**Your goal**.
Each line below that includes the word "Galeazze" is to be reported.
[[ Provided records open ]]
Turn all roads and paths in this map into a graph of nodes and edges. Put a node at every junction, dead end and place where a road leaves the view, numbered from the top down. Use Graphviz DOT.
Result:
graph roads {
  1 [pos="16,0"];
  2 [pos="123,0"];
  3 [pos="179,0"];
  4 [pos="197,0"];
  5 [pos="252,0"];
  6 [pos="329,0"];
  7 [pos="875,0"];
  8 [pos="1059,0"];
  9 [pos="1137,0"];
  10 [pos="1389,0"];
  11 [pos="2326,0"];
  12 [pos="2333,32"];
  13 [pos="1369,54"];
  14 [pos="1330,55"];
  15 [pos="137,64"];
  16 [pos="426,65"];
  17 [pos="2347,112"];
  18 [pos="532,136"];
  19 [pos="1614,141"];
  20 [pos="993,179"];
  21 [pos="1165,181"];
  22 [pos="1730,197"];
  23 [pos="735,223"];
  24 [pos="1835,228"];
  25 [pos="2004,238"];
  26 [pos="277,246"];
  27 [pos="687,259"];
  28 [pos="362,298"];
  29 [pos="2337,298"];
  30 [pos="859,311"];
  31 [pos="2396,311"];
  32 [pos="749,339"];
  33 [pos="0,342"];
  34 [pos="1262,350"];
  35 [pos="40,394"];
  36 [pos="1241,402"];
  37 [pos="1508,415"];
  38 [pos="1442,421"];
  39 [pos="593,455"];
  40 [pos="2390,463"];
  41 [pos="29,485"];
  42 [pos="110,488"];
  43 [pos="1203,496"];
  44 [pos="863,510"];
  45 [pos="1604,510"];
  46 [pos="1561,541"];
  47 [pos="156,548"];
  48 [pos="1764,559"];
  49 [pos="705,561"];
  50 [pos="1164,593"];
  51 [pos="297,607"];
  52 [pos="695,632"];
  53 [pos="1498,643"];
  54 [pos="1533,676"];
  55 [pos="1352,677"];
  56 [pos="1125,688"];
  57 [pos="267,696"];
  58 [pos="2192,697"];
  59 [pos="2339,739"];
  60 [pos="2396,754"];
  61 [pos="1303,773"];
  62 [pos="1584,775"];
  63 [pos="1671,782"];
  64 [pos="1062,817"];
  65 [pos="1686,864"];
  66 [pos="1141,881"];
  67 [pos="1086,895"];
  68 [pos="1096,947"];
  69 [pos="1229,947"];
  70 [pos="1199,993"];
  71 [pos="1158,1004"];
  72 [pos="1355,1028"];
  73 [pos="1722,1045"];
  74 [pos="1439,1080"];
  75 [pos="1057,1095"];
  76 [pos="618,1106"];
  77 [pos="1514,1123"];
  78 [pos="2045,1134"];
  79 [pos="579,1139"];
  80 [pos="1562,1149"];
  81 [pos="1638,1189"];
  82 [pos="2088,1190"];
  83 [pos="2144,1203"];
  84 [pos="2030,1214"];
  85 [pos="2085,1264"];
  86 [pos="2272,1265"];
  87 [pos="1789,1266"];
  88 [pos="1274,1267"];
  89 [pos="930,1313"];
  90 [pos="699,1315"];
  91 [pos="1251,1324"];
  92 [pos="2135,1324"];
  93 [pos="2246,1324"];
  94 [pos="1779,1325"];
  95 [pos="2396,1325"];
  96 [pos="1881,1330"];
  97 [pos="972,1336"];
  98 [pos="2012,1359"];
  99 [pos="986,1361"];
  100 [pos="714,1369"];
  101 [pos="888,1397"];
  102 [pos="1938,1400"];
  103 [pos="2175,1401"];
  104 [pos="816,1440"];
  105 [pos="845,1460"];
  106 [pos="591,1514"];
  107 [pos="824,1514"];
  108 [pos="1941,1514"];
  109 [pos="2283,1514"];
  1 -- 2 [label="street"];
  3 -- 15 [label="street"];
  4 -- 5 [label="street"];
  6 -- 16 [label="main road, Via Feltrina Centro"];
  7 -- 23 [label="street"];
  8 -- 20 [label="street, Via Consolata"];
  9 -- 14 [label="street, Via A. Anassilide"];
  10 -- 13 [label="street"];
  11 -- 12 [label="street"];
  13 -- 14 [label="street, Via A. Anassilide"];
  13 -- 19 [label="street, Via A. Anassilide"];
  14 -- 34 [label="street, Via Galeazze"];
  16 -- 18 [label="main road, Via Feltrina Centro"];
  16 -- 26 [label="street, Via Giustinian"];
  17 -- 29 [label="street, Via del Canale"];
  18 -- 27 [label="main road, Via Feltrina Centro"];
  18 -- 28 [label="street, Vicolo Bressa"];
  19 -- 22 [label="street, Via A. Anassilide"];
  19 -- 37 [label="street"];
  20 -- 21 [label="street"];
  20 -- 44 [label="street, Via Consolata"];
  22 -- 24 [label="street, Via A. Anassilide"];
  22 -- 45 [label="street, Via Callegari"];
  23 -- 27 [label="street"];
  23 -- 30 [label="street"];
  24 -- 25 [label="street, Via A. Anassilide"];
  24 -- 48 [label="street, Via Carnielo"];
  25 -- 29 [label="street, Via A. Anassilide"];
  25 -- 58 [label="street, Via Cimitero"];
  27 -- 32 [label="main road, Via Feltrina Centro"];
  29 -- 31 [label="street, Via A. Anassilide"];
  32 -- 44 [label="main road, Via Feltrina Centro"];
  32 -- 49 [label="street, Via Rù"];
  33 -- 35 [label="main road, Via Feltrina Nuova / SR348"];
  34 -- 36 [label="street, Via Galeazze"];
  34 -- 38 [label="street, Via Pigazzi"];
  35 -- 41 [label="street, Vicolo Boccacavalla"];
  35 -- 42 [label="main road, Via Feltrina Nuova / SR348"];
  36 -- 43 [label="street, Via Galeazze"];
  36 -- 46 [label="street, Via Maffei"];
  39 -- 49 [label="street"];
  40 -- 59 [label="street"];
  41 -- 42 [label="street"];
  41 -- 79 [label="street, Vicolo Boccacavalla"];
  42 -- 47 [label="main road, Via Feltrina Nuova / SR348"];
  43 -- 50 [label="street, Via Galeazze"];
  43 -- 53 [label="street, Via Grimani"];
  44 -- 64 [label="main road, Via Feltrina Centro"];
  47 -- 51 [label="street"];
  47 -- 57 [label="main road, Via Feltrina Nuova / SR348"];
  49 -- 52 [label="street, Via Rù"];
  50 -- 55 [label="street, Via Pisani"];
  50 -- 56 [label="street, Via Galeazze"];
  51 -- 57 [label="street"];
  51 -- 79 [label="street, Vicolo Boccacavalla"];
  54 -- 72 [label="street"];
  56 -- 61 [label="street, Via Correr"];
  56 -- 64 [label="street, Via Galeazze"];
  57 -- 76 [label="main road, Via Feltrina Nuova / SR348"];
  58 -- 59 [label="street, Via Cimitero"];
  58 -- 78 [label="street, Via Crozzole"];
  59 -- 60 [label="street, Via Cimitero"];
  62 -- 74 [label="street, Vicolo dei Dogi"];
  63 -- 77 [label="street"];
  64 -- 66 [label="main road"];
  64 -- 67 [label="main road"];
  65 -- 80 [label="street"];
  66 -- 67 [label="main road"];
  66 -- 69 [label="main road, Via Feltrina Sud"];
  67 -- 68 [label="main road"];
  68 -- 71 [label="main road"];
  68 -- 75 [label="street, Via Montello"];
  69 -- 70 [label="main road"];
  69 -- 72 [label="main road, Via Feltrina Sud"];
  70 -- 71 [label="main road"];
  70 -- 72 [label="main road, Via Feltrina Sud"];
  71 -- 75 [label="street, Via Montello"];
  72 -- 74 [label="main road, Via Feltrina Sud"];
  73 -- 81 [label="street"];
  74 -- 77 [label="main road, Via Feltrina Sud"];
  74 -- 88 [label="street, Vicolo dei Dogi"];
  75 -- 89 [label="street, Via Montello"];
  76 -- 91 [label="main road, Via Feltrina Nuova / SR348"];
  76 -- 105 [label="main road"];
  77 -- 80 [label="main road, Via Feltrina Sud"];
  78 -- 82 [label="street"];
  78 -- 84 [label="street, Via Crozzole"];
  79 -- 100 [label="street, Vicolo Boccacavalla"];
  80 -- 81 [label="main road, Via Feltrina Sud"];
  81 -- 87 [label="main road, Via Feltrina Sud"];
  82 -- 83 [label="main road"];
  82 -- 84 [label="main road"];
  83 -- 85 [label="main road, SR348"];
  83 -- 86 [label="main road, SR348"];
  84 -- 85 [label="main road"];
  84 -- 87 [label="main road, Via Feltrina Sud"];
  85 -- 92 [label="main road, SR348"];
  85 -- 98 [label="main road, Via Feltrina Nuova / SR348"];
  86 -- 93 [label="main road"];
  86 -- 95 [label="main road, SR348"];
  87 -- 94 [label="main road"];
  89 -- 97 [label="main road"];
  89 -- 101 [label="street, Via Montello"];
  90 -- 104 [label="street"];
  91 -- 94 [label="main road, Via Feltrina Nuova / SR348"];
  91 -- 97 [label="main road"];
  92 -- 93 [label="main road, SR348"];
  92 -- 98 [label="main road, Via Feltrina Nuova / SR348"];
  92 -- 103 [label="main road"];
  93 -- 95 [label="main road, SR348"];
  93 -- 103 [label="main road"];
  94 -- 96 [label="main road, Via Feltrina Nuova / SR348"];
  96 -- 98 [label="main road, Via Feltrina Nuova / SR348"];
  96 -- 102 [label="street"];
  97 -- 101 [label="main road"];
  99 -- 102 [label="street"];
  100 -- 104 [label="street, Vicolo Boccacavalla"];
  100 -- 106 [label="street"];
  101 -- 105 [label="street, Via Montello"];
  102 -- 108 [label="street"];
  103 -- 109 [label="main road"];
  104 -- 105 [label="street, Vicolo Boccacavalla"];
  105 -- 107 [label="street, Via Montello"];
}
[[ Provided records closed ]]
**Answer area**.
  14 -- 34 [label="street, Via Galeazze"];
  34 -- 36 [label="street, Via Galeazze"];
  36 -- 43 [label="street, Via Galeazze"];
  43 -- 50 [label="street, Via Galeazze"];
  50 -- 56 [label="street, Via Galeazze"];
  56 -- 64 [label="street, Via Galeazze"];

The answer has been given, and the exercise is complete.